More support for young researchers and better job opportunities after their PhD studies will contribute to developing the talent which will ensure the university’s position internationally in future, says Dean Svend Hylleberg, whose interdisciplinary focus area is talent development.

[Translate to English:] Dekan Svend Hylleberg

– Talent development covers the whole process from when students start their PhD studies until they are appointed professors etc. This is the view of Dean Svend Hylleberg from Business and Social Sciences, who is head of the new interdisciplinary focus area for talent development.

Interdisciplinarity across the main academic areas will support young researchers during their PhD studies and also improve their job opportunities afterwards. At the same time, he believes that the focus can help attract and retain competent foreign researchers.

Stronger PhD programme

– We must improve our PhD programme within all areas. Things are much better now, but the programme is still more like an apprenticeship in several areas, and this is not good enough, says Svend Hylleberg.
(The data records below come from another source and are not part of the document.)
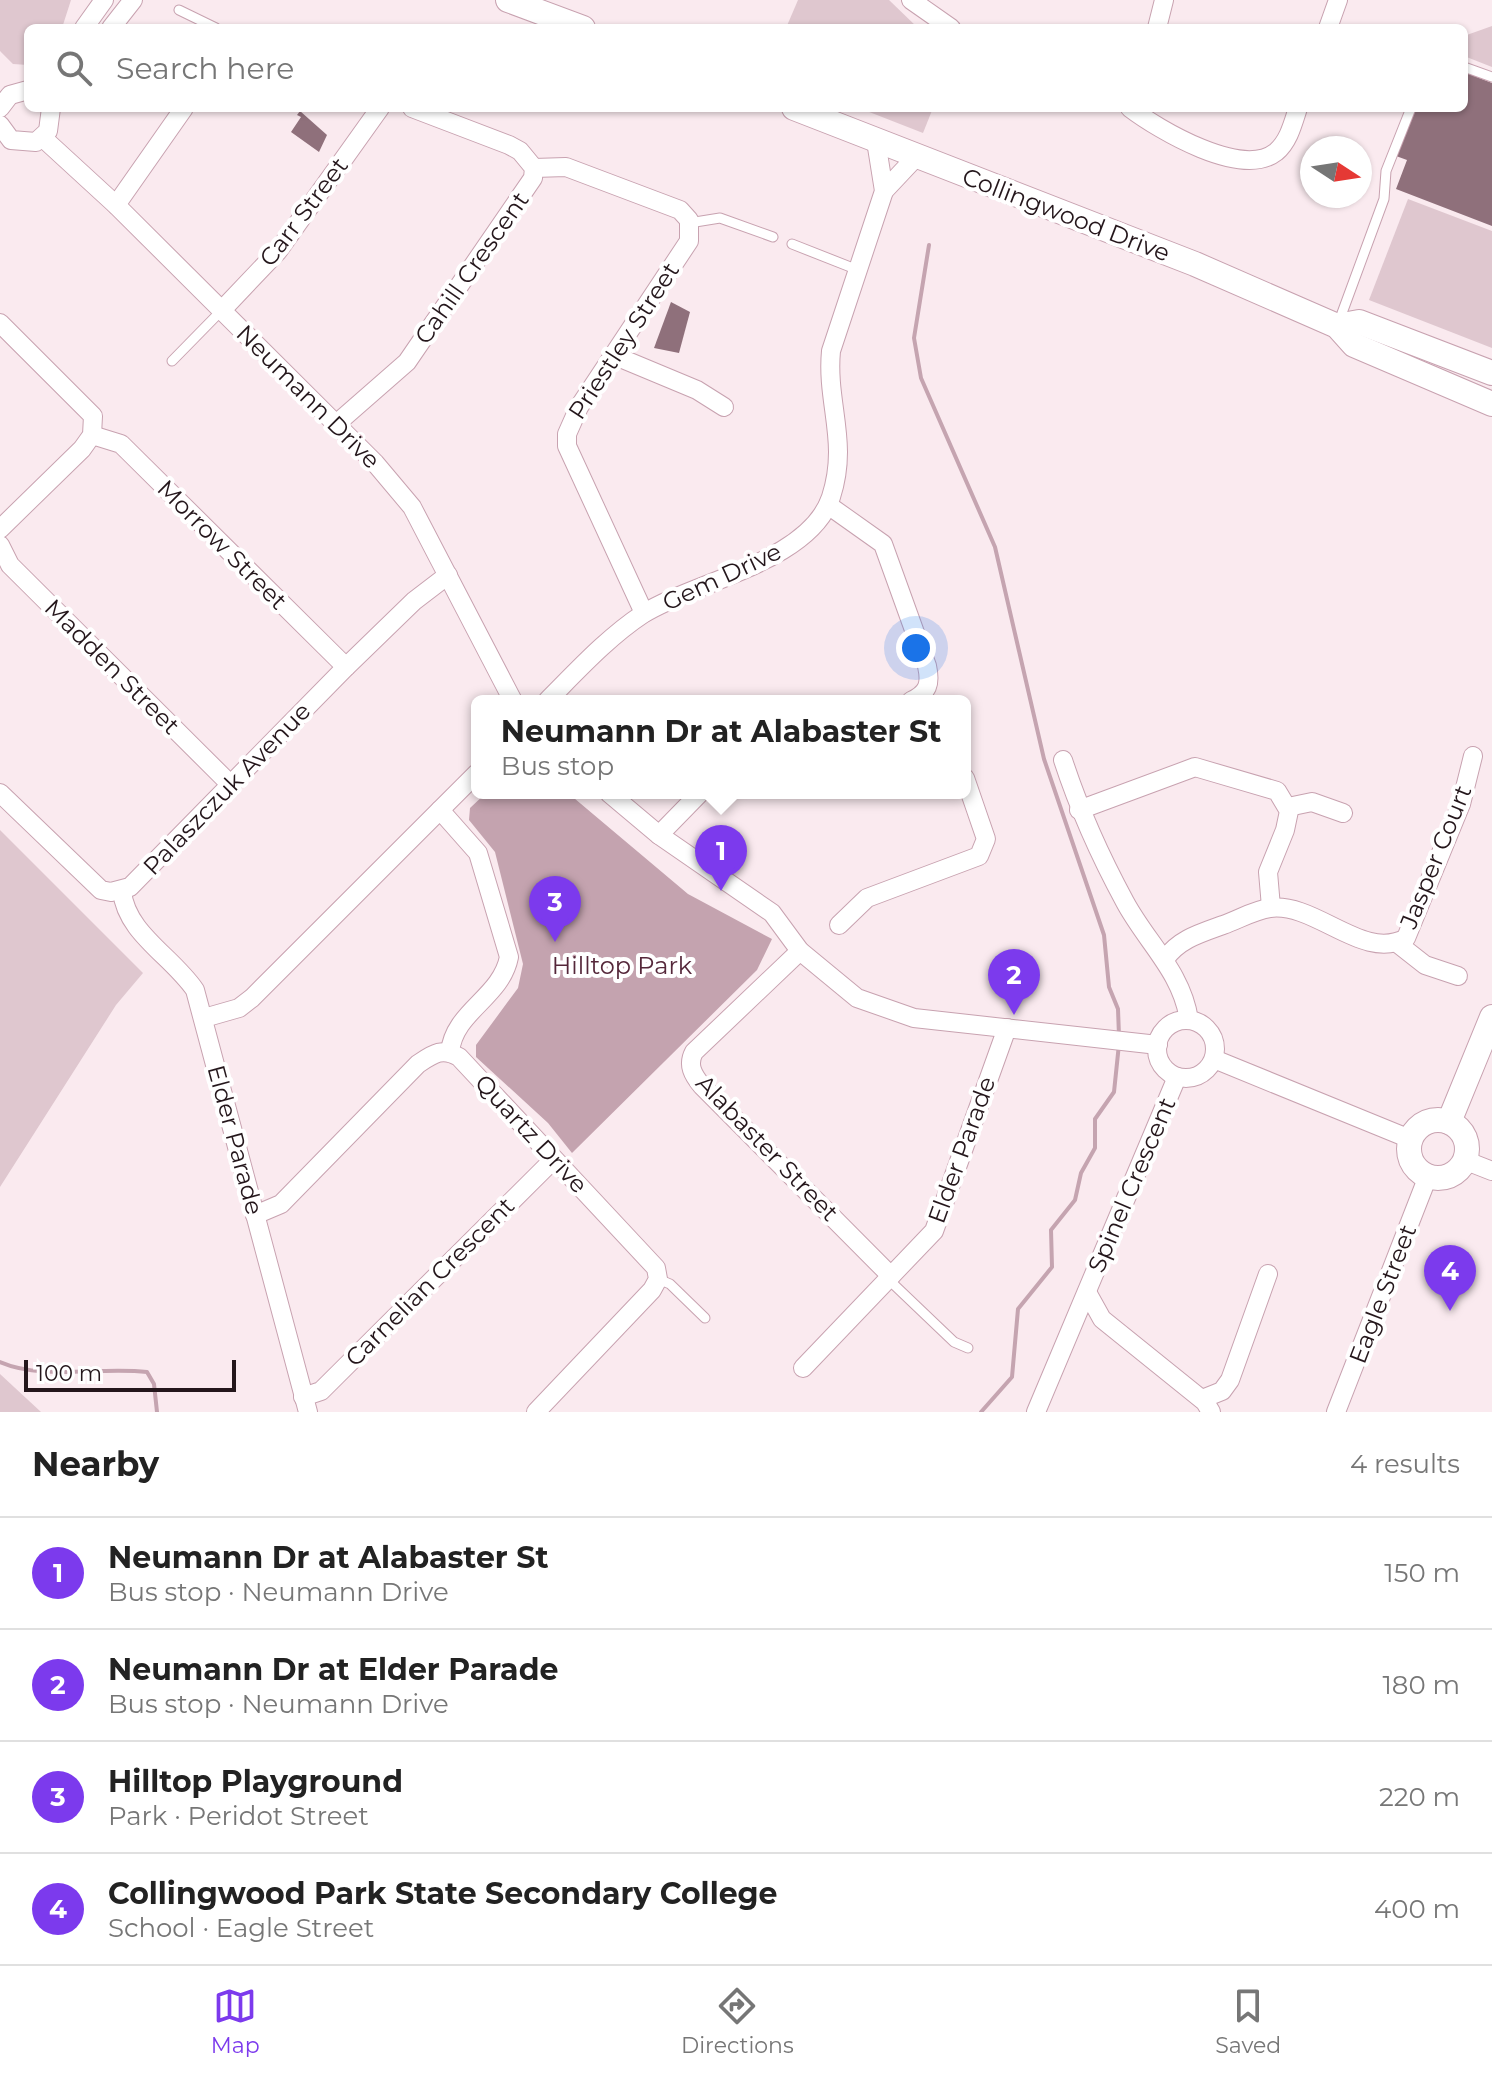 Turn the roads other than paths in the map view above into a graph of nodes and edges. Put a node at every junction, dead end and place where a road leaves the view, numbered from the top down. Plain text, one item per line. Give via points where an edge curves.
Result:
1 (104, 0) edge
2 (133, 0) edge
3 (508, 0) edge
4 (911, 0) edge
5 (1164, 0) edge
6 (1338, 0) edge
7 (179, 10) dead end
8 (87, 24) edge
9 (114, 24) edge
10 (208, 24) edge
11 (572, 24) edge
12 (945, 24) edge
13 (1158, 24) edge
14 (1329, 24) edge
15 (1468, 68) edge
16 (1492, 77) edge
17 (51, 112) edge
18 (181, 112) edge
19 (377, 112) edge
20 (422, 112) edge
21 (804, 112) edge
22 (1135, 112) edge
23 (1297, 112) edge
24 (1409, 112) edge
25 (2, 133) edge
26 (43, 138) junction
27 (876, 141) junction
28 (916, 157) junction
29 (534, 168) junction
30 (884, 191) junction
31 (116, 205) junction
32 (689, 223) junction
33 (773, 237) dead end
34 (792, 244) dead end
35 (858, 270) junction
36 (222, 310) junction
37 (0, 323) edge
38 (1337, 326) junction
39 (613, 355) junction
40 (172, 361) dead end
41 (1492, 373) edge
42 (1492, 404) edge
43 (724, 407) dead end
44 (335, 425) junction
45 (92, 435) junction
46 (828, 505) junction
47 (0, 529) edge
48 (0, 545) edge
49 (448, 575) junction
50 (644, 613) junction
51 (346, 667) junction
52 (512, 695) edge
53 (554, 695) edge
54 (924, 695) edge
55 (1473, 756) dead end
56 (1063, 760) dead end
57 (471, 779) edge
58 (230, 784) junction
59 (0, 793) edge
60 (971, 795) edge
61 (616, 799) edge
62 (694, 799) edge
63 (1288, 807) junction
64 (440, 810) junction
65 (1079, 810) junction
66 (1343, 813) dead end
67 (659, 835) junction
68 (122, 891) junction
69 (1271, 907) junction
70 (839, 925) dead end
71 (1397, 943) junction
72 (800, 951) junction
73 (1165, 959) junction
74 (1458, 976) dead end
75 (1492, 1017) edge
76 (204, 1018) junction
77 (1189, 1020) junction
78 (1007, 1028) junction
79 (1158, 1045) junction
80 (450, 1052) junction
81 (1214, 1059) junction
82 (1177, 1077) junction
83 (1449, 1122) junction
84 (1410, 1139) junction
85 (553, 1160) junction
86 (1464, 1160) junction
87 (1492, 1171) edge
88 (1428, 1176) junction
89 (255, 1215) junction
90 (1268, 1274) dead end
91 (889, 1277) junction
92 (658, 1279) junction
93 (1087, 1292) junction
94 (705, 1318) dead end
95 (968, 1348) dead end
96 (803, 1368) dead end
97 (306, 1404) edge
98 (1206, 1406) edge
99 (536, 1412) edge
100 (1036, 1412) edge
101 (1336, 1412) edge

1 - 8 street
2 - 9 street
3 - 11 main road
4 - 12 street
5 - 13 street
6 - 14 street
7 - 10 lane
15 - 16 lane
17 - 26 street via 52,124
18 - 31 street
19 - 36 street, Carr Street via 278,251
20 - 29 street, Cahill Crescent via 509,145
21 - 27 main road, Collingwood Drive
22 - 23 street via 1151,126 1241,162 1275,152 1287,139
24 - 38 lane
25 - 26 street via 27,144
26 - 31 street, Neumann Drive
27 - 28 main road, Collingwood Drive
27 - 30 street
28 - 30 street
28 - 38 main road, Collingwood Drive via 1195,264
29 - 32 street via 566,167 680,210
29 - 44 street, Cahill Crescent via 528,187 407,362
30 - 35 street
31 - 36 street, Neumann Drive
32 - 33 lane via 720,218
32 - 39 street, Priestley Street via 689,241
34 - 35 lane
35 - 46 street via 831,351 829,374 840,451
36 - 40 lane
36 - 44 street, Neumann Drive
37 - 45 street via 93,416
38 - 41 main road, Collingwood Drive via 1359,322
38 - 42 main road, Collingwood Drive via 1354,345
39 - 43 street
39 - 50 street, Priestley Street via 571,420 567,446
44 - 49 street, Neumann Drive via 412,507
45 - 47 street
45 - 51 street, Morrow Street via 121,444
46 - 50 street, Gem Drive via 773,556
46 - 54 street via 883,544 927,666 930,678
48 - 58 street, Madden Street via 10,565
49 - 51 street, Palaszczuk Avenue
49 - 52 street, Neumann Drive
50 - 53 street, Gem Drive
51 - 58 street, Palaszczuk Avenue
55 - 71 street, Jasper Court via 1461,804 1425,896 1406,938
56 - 65 street
57 - 64 street
58 - 68 street, Palaszczuk Avenue
59 - 68 street, Palaszczuk Avenue via 92,883
60 - 70 street via 986,839 979,856 867,898
61 - 67 street
62 - 67 street
63 - 65 street via 1277,791 1195,767
63 - 66 street via 1312,802
63 - 69 street via 1268,872
64 - 76 street via 252,998 239,1008
64 - 80 street via 478,853 509,957 506,975 495,990 456,1029
65 - 73 street via 1126,905
67 - 72 street via 772,913
68 - 76 street, Elder Parade via 128,918 182,971
69 - 71 street, Jasper Court via 1304,914 1376,944
69 - 73 street via 1186,939
71 - 74 street via 1425,965
72 - 78 street via 857,998 914,1018
72 - 91 street, Alabaster Street via 694,1052 692,1069 702,1086
73 - 77 street
75 - 83 main road
76 - 89 street, Elder Parade
77 - 79 street via 1169,1027
77 - 81 street via 1211,1033
78 - 79 street
78 - 91 street, Elder Parade via 934,1231
79 - 82 street via 1164,1068
80 - 85 street, Quartz Drive
80 - 89 street via 435,1052 418,1064 281,1204
81 - 82 street via 1199,1076
81 - 84 street
82 - 93 street, Spinel Crescent
83 - 84 main road via 1431,1121
83 - 86 main road via 1463,1134
84 - 88 main road via 1414,1165
85 - 92 street, Quartz Drive via 648,1257
85 - 97 street, Carnelian Crescent
86 - 87 street
86 - 88 main road via 1445,1177
88 - 101 street, Eagle Street
89 - 97 street, Elder Parade
90 - 98 street via 1230,1380
91 - 95 lane via 954,1342
91 - 96 street, Elder Parade
92 - 94 lane
92 - 99 street
93 - 98 street, Spinel Crescent via 1102,1319
93 - 100 street, Spinel Crescent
– The students will sense the change in that those who want to pursue a career in research will be offered more help and a stricter career structure. At the same time, assistant professors must undergo further education and training within both research and education so that the students and thereby the research talents generally have better teachers, says Svend Hylleberg. He also emphasises the importance of looking after postdocs and assistant professors once they complete their PhD studies.

– In the past, we have been able to say to our assistant professors that, if they did an excellent job, they could be pretty certain to be offered tenure, but in future there is going to be no automatic promotion from assistant to associate professor. There must be competition for the jobs, says Svend Hylleberg, who stresses that it is important to quickly establish whether a persons stands a chance of permanent tenure or not.

– I feel that the model which some of the other faculties have favoured of offering people temporary employment for years without any prospects of permanent tenure is unreasonable, he says.

According to Svend Hylleberg, the success of the new focus on talent development will not just be measured in better job opportunities at Aarhus University, but also in students becoming more attractive in the international market.

– Our focus can be deemed to be a success if we can raise quality levels at this university, and if we are able to send our PhDs, postdocs and our assistant professors out into the global market to compete for employment at the best universities in the world, he says.